### [What you need to do]
Please copy each line of the listing below precisely, excluding the images.

### [Dataset excerpts]
__________

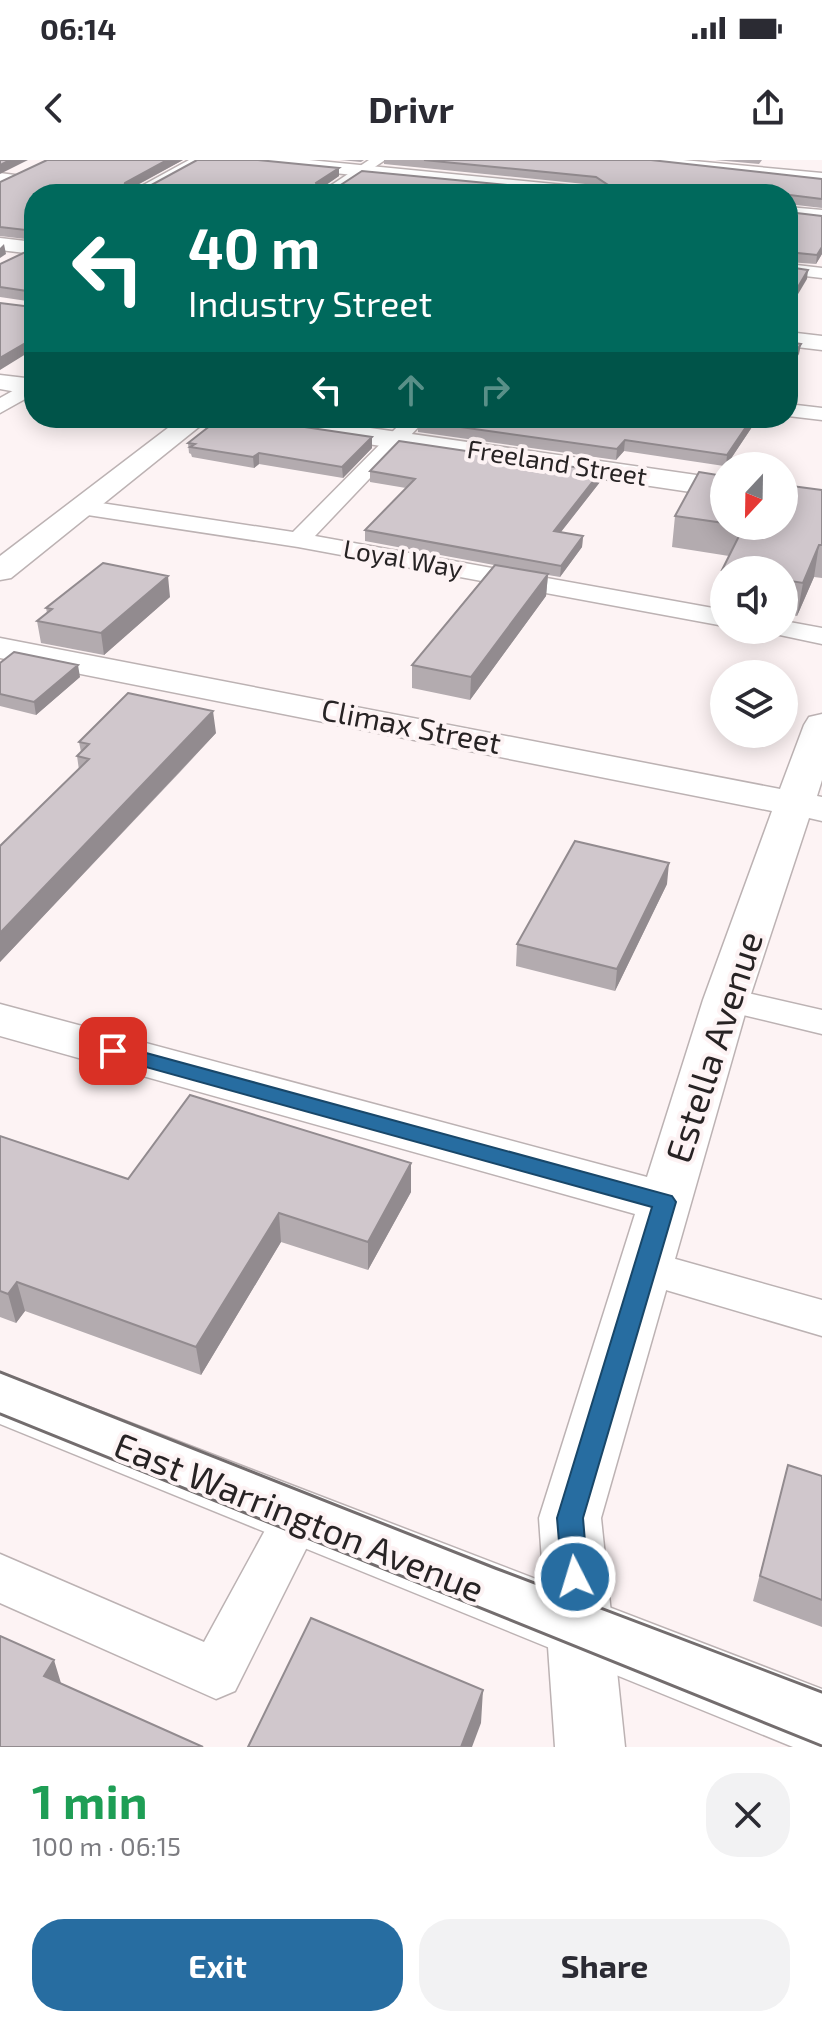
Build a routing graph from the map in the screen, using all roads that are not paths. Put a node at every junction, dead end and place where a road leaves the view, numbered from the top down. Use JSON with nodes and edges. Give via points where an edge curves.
{"nodes":[{"id":1,"x":199,"y":160,"type":"edge"},
{"id":2,"x":256,"y":160,"type":"edge"},
{"id":3,"x":378,"y":160,"type":"edge"},
{"id":4,"x":639,"y":160,"type":"edge"},
{"id":5,"x":510,"y":168,"type":"edge"},
{"id":6,"x":362,"y":171,"type":"junction"},
{"id":7,"x":822,"y":177,"type":"edge"},
{"id":8,"x":153,"y":184,"type":"edge"},
{"id":9,"x":341,"y":184,"type":"edge"},
{"id":10,"x":455,"y":184,"type":"edge"},
{"id":11,"x":489,"y":184,"type":"edge"},
{"id":12,"x":798,"y":214,"type":"edge"},
{"id":13,"x":822,"y":216,"type":"edge"},
{"id":14,"x":798,"y":270,"type":"edge"},
{"id":15,"x":822,"y":273,"type":"edge"},
{"id":16,"x":798,"y":340,"type":"edge"},
{"id":17,"x":822,"y":343,"type":"edge"},
{"id":18,"x":0,"y":382,"type":"edge"},
{"id":19,"x":24,"y":385,"type":"edge"},
{"id":20,"x":24,"y":392,"type":"edge"},
{"id":21,"x":0,"y":407,"type":"edge"},
{"id":22,"x":798,"y":411,"type":"edge"},
{"id":23,"x":822,"y":414,"type":"edge"},
{"id":24,"x":184,"y":428,"type":"edge"},
{"id":25,"x":322,"y":428,"type":"edge"},
{"id":26,"x":406,"y":428,"type":"edge"},
{"id":27,"x":396,"y":438,"type":"junction"},
{"id":28,"x":710,"y":486,"type":"edge"},
{"id":29,"x":81,"y":507,"type":"junction"},
{"id":30,"x":298,"y":540,"type":"junction"},
{"id":31,"x":0,"y":571,"type":"edge"},
{"id":32,"x":710,"y":615,"type":"edge"},
{"id":33,"x":798,"y":632,"type":"edge"},
{"id":34,"x":822,"y":636,"type":"edge"},
{"id":35,"x":0,"y":648,"type":"edge"},
{"id":36,"x":822,"y":725,"type":"edge"},
{"id":37,"x":809,"y":806,"type":"edge"},
{"id":38,"x":726,"y":1000,"type":"junction"},
{"id":39,"x":0,"y":1020,"type":"edge"},
{"id":40,"x":822,"y":1022,"type":"edge"},
{"id":41,"x":665,"y":1202,"type":"junction"},
{"id":42,"x":647,"y":1268,"type":"junction"},
{"id":43,"x":822,"y":1318,"type":"edge"},
{"id":44,"x":5,"y":1408,"type":"edge"},
{"id":45,"x":298,"y":1517,"type":"junction"},
{"id":46,"x":0,"y":1578,"type":"edge"},
{"id":47,"x":579,"y":1628,"type":"junction"},
{"id":48,"x":822,"y":1724,"type":"edge"},
{"id":49,"x":590,"y":1747,"type":"edge"}],
"edges":[{"from":1,"to":8,"type":"lane"},
{"from":2,"to":6,"type":"street"},
{"from":3,"to":6,"type":"lane"},
{"from":4,"to":7,"type":"lane"},
{"from":5,"to":11,"type":"street"},
{"from":6,"to":9,"type":"lane"},
{"from":6,"to":10,"type":"street"},
{"from":12,"to":13,"type":"street"},
{"from":14,"to":15,"type":"lane"},
{"from":16,"to":17,"type":"street"},
{"from":18,"to":19,"type":"street"},
{"from":20,"to":21,"type":"lane"},
{"from":22,"to":23,"type":"lane"},
{"from":24,"to":29,"type":"street"},
{"from":25,"to":27,"type":"street","name":"Freeland Street"},
{"from":26,"to":27,"type":"lane"},
{"from":27,"to":28,"type":"street","name":"Freeland Street"},
{"from":27,"to":30,"type":"lane"},
{"from":29,"to":30,"type":"lane","name":"Loyal Way"},
{"from":29,"to":31,"type":"street"},
{"from":30,"to":32,"type":"lane","name":"Loyal Way"},
{"from":33,"to":34,"type":"lane"},
{"from":35,"to":37,"type":"street","name":"Climax Street"},
{"from":36,"to":37,"type":"street","name":"Estella Avenue"},
{"from":37,"to":38,"type":"street","name":"Estella Avenue"},
{"from":38,"to":40,"type":"lane"},
{"from":38,"to":41,"type":"street","name":"Estella Avenue"},
{"from":39,"to":41,"type":"street"},
{"from":41,"to":42,"type":"street","name":"Estella Avenue"},
{"from":42,"to":43,"type":"lane"},
{"from":42,"to":47,"type":"street","name":"Estella Avenue","via":[[570,1518]]},
{"from":44,"to":45,"type":"street","name":"East Warrington Avenue"},
{"from":45,"to":46,"type":"lane","via":[[216,1673]]},
{"from":45,"to":47,"type":"street","name":"East Warrington Avenue"},
{"from":47,"to":48,"type":"street","name":"East Warrington Avenue"},
{"from":47,"to":49,"type":"street","name":"Estella Avenue"}]}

__________

### [Solution below]
Build a routing graph from the map in the screen, using all roads that are not paths. Put a node at every junction, dead end and place where a road leaves the view, numbered from the top down. Use JSON with nodes and edges. Give via points where an edge curves.
{"nodes":[{"id":1,"x":199,"y":160,"type":"edge"},
{"id":2,"x":256,"y":160,"type":"edge"},
{"id":3,"x":378,"y":160,"type":"edge"},
{"id":4,"x":639,"y":160,"type":"edge"},
{"id":5,"x":510,"y":168,"type":"edge"},
{"id":6,"x":362,"y":171,"type":"junction"},
{"id":7,"x":822,"y":177,"type":"edge"},
{"id":8,"x":153,"y":184,"type":"edge"},
{"id":9,"x":341,"y":184,"type":"edge"},
{"id":10,"x":455,"y":184,"type":"edge"},
{"id":11,"x":489,"y":184,"type":"edge"},
{"id":12,"x":798,"y":214,"type":"edge"},
{"id":13,"x":822,"y":216,"type":"edge"},
{"id":14,"x":798,"y":270,"type":"edge"},
{"id":15,"x":822,"y":273,"type":"edge"},
{"id":16,"x":798,"y":340,"type":"edge"},
{"id":17,"x":822,"y":343,"type":"edge"},
{"id":18,"x":0,"y":382,"type":"edge"},
{"id":19,"x":24,"y":385,"type":"edge"},
{"id":20,"x":24,"y":392,"type":"edge"},
{"id":21,"x":0,"y":407,"type":"edge"},
{"id":22,"x":798,"y":411,"type":"edge"},
{"id":23,"x":822,"y":414,"type":"edge"},
{"id":24,"x":184,"y":428,"type":"edge"},
{"id":25,"x":322,"y":428,"type":"edge"},
{"id":26,"x":406,"y":428,"type":"edge"},
{"id":27,"x":396,"y":438,"type":"junction"},
{"id":28,"x":710,"y":486,"type":"edge"},
{"id":29,"x":81,"y":507,"type":"junction"},
{"id":30,"x":298,"y":540,"type":"junction"},
{"id":31,"x":0,"y":571,"type":"edge"},
{"id":32,"x":710,"y":615,"type":"edge"},
{"id":33,"x":798,"y":632,"type":"edge"},
{"id":34,"x":822,"y":636,"type":"edge"},
{"id":35,"x":0,"y":648,"type":"edge"},
{"id":36,"x":822,"y":725,"type":"edge"},
{"id":37,"x":809,"y":806,"type":"edge"},
{"id":38,"x":726,"y":1000,"type":"junction"},
{"id":39,"x":0,"y":1020,"type":"edge"},
{"id":40,"x":822,"y":1022,"type":"edge"},
{"id":41,"x":665,"y":1202,"type":"junction"},
{"id":42,"x":647,"y":1268,"type":"junction"},
{"id":43,"x":822,"y":1318,"type":"edge"},
{"id":44,"x":5,"y":1408,"type":"edge"},
{"id":45,"x":298,"y":1517,"type":"junction"},
{"id":46,"x":0,"y":1578,"type":"edge"},
{"id":47,"x":579,"y":1628,"type":"junction"},
{"id":48,"x":822,"y":1724,"type":"edge"},
{"id":49,"x":590,"y":1747,"type":"edge"}],
"edges":[{"from":1,"to":8,"type":"lane"},
{"from":2,"to":6,"type":"street"},
{"from":3,"to":6,"type":"lane"},
{"from":4,"to":7,"type":"lane"},
{"from":5,"to":11,"type":"street"},
{"from":6,"to":9,"type":"lane"},
{"from":6,"to":10,"type":"street"},
{"from":12,"to":13,"type":"street"},
{"from":14,"to":15,"type":"lane"},
{"from":16,"to":17,"type":"street"},
{"from":18,"to":19,"type":"street"},
{"from":20,"to":21,"type":"lane"},
{"from":22,"to":23,"type":"lane"},
{"from":24,"to":29,"type":"street"},
{"from":25,"to":27,"type":"street","name":"Freeland Street"},
{"from":26,"to":27,"type":"lane"},
{"from":27,"to":28,"type":"street","name":"Freeland Street"},
{"from":27,"to":30,"type":"lane"},
{"from":29,"to":30,"type":"lane","name":"Loyal Way"},
{"from":29,"to":31,"type":"street"},
{"from":30,"to":32,"type":"lane","name":"Loyal Way"},
{"from":33,"to":34,"type":"lane"},
{"from":35,"to":37,"type":"street","name":"Climax Street"},
{"from":36,"to":37,"type":"street","name":"Estella Avenue"},
{"from":37,"to":38,"type":"street","name":"Estella Avenue"},
{"from":38,"to":40,"type":"lane"},
{"from":38,"to":41,"type":"street","name":"Estella Avenue"},
{"from":39,"to":41,"type":"street"},
{"from":41,"to":42,"type":"street","name":"Estella Avenue"},
{"from":42,"to":43,"type":"lane"},
{"from":42,"to":47,"type":"street","name":"Estella Avenue","via":[[570,1518]]},
{"from":44,"to":45,"type":"street","name":"East Warrington Avenue"},
{"from":45,"to":46,"type":"lane","via":[[216,1673]]},
{"from":45,"to":47,"type":"street","name":"East Warrington Avenue"},
{"from":47,"to":48,"type":"street","name":"East Warrington Avenue"},
{"from":47,"to":49,"type":"street","name":"Estella Avenue"}]}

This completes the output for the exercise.